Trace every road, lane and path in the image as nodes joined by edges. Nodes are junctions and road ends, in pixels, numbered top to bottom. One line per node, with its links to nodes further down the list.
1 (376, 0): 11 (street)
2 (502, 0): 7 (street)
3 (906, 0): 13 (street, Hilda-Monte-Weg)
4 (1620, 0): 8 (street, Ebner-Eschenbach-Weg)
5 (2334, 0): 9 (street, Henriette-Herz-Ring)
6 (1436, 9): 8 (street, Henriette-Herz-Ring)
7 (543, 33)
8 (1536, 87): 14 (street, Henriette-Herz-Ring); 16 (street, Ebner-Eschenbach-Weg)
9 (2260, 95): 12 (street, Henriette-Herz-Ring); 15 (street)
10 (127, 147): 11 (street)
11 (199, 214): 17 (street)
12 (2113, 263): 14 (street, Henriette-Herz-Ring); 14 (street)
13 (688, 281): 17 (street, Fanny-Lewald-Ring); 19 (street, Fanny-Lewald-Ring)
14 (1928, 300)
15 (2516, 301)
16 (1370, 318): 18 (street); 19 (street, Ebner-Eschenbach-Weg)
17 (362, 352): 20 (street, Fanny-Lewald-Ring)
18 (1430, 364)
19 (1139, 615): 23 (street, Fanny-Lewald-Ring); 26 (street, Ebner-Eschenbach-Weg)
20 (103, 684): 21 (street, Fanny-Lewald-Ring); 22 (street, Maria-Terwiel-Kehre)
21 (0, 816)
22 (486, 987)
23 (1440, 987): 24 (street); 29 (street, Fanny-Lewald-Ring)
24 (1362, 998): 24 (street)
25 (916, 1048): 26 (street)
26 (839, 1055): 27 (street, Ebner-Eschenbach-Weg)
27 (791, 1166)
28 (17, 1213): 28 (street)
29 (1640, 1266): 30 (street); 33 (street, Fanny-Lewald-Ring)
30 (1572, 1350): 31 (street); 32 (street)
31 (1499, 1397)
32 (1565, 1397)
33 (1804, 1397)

TASK STATEMENT —
Among the records, find every line with the word "Fanny" and copy it.

SOLUTION TO THE PROBLEM —
13 (688, 281): 17 (street, Fanny-Lewald-Ring); 19 (street, Fanny-Lewald-Ring)
17 (362, 352): 20 (street, Fanny-Lewald-Ring)
19 (1139, 615): 23 (street, Fanny-Lewald-Ring); 26 (street, Ebner-Eschenbach-Weg)
20 (103, 684): 21 (street, Fanny-Lewald-Ring); 22 (street, Maria-Terwiel-Kehre)
23 (1440, 987): 24 (street); 29 (street, Fanny-Lewald-Ring)
29 (1640, 1266): 30 (street); 33 (street, Fanny-Lewald-Ring)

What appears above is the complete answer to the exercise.